Beverly Heather D'Angelo (born November 15, 1951) is an American actress who starred as Ellen Griswold in the National Lampoon's Vacation films (1983–2015). She has appeared in over 60 films and was nominated for a Golden Globe Award for her role as Patsy Cline in Coal Miner's Daughter (1980), and for an Emmy Award for her role as Stella Kowalski in the TV film A Streetcar Named Desire (1984). D'Angelo's other film roles include Sheila Franklin in Hair (1979) and Doris Vinyard in American History X (1998).

Early life
D'Angelo was born in Columbus, Ohio, the daughter of Priscilla Ruth ( Smith), a violinist, and Eugene Constantino "Gene" D'Angelo, a bass player and television station manager at WBNS-TV in Columbus. Her father was of Italian descent. Her paternal grandparents, Eugenio and Rosina D'Angelo were from Introdacqua in the Abruzzo region Italy. She has three brothers, Jeff, Tim and Tony. Their maternal grandfather, Howard Dwight Smith, was an architect who designed the Ohio Stadium, nicknamed "the Horseshoe" at Ohio State University.

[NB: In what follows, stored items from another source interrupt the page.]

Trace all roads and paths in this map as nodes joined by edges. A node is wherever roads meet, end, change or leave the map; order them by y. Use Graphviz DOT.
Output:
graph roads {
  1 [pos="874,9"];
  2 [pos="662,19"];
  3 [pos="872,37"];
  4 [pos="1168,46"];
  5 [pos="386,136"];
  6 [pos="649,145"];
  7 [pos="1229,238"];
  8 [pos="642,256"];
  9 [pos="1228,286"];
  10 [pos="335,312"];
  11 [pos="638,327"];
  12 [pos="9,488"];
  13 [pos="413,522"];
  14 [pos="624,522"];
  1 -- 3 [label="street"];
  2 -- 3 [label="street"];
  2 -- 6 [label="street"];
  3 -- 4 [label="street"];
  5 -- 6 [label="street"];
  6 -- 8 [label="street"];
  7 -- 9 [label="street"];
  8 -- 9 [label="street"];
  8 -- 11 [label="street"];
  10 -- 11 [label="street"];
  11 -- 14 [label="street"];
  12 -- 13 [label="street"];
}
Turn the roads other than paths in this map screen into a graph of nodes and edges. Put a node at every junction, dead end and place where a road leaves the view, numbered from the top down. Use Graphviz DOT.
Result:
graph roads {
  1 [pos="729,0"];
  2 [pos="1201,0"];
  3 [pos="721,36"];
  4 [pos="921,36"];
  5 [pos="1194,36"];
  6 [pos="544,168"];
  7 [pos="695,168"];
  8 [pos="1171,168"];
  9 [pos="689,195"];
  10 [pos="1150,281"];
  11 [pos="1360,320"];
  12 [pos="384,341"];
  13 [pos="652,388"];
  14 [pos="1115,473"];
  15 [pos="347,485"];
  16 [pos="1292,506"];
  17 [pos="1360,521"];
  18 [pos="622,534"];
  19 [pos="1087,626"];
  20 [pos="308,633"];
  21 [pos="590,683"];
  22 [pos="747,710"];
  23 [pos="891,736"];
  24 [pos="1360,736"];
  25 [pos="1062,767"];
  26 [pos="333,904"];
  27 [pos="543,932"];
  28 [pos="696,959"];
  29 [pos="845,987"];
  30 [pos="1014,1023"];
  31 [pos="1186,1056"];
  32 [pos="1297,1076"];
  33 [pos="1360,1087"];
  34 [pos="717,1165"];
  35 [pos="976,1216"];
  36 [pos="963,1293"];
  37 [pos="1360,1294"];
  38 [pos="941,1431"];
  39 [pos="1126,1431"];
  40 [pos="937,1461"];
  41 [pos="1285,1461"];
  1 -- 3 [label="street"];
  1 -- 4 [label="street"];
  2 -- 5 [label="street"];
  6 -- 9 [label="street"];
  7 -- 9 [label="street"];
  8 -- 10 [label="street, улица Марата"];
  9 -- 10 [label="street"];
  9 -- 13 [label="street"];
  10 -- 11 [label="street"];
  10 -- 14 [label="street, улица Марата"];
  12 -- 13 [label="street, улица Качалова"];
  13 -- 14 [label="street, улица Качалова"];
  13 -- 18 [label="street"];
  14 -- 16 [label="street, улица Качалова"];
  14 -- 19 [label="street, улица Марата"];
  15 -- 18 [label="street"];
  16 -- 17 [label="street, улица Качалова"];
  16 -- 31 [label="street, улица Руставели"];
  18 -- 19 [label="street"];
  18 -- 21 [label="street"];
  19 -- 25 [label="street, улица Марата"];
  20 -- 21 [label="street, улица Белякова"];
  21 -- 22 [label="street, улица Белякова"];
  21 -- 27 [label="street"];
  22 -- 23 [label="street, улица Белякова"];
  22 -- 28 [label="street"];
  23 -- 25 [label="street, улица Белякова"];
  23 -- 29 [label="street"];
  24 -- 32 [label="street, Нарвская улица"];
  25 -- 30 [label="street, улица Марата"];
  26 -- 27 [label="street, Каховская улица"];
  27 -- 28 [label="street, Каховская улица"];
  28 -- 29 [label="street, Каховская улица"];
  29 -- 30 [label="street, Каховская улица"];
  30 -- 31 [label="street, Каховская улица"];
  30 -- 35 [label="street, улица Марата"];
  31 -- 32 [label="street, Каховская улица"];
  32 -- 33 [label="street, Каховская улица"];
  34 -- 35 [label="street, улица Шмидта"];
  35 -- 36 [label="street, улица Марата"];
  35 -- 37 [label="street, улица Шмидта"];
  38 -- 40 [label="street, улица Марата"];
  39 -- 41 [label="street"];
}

D'Angelo attended Upper Arlington High School in Upper Arlington, Ohio, a northwest Columbus suburb. In 2009, she was awarded the Upper Arlington Alumni Association (UAAA) Distinguished Alumnus Award for achievement in her career.

D'Angelo worked as an illustrator at Hanna-Barbera Studios and as a singer before pursuing an interest in acting.  While living for a period in Canada, she was a backup singer for American-born rockabilly singer Rompin' Ronnie Hawkins' band The Hawks. After going out on their own they became The Band, a group that is considered legendary.

Career
D'Angelo began acting in the theatre, appearing on Broadway in 1976 in Rockabye Hamlet (also known as Kronborg: 1582), a musical based on Shakespeare's Hamlet. She made her television debut in the first three episodes of the TV mini-series Captains and the Kings in 1976.

After gaining a minor role in Annie Hall in 1977, D'Angelo appeared in a string of hit movies in the late 1970s including Every Which Way But Loose, Hair, and Coal Miner's Daughter, the last earning her a Golden Globe nomination for Best Supporting Actress for her performance as Patsy Cline. She won a Country Music Association award for Album of the Year.

Her biggest break came in 1983 starring with Chevy Chase in National Lampoon's Vacation in the role of Ellen Griswold. She reprised this role in four Vacation sequels and a short film between 1985 and 2015. In the 1980s she starred in many other major comedy films; in the mid-1990s she acted primarily in independent movies. In 1994 D'Angelo returned to the stage and won a Theatre World Award for her performance in the Off-Broadway play Simpatico.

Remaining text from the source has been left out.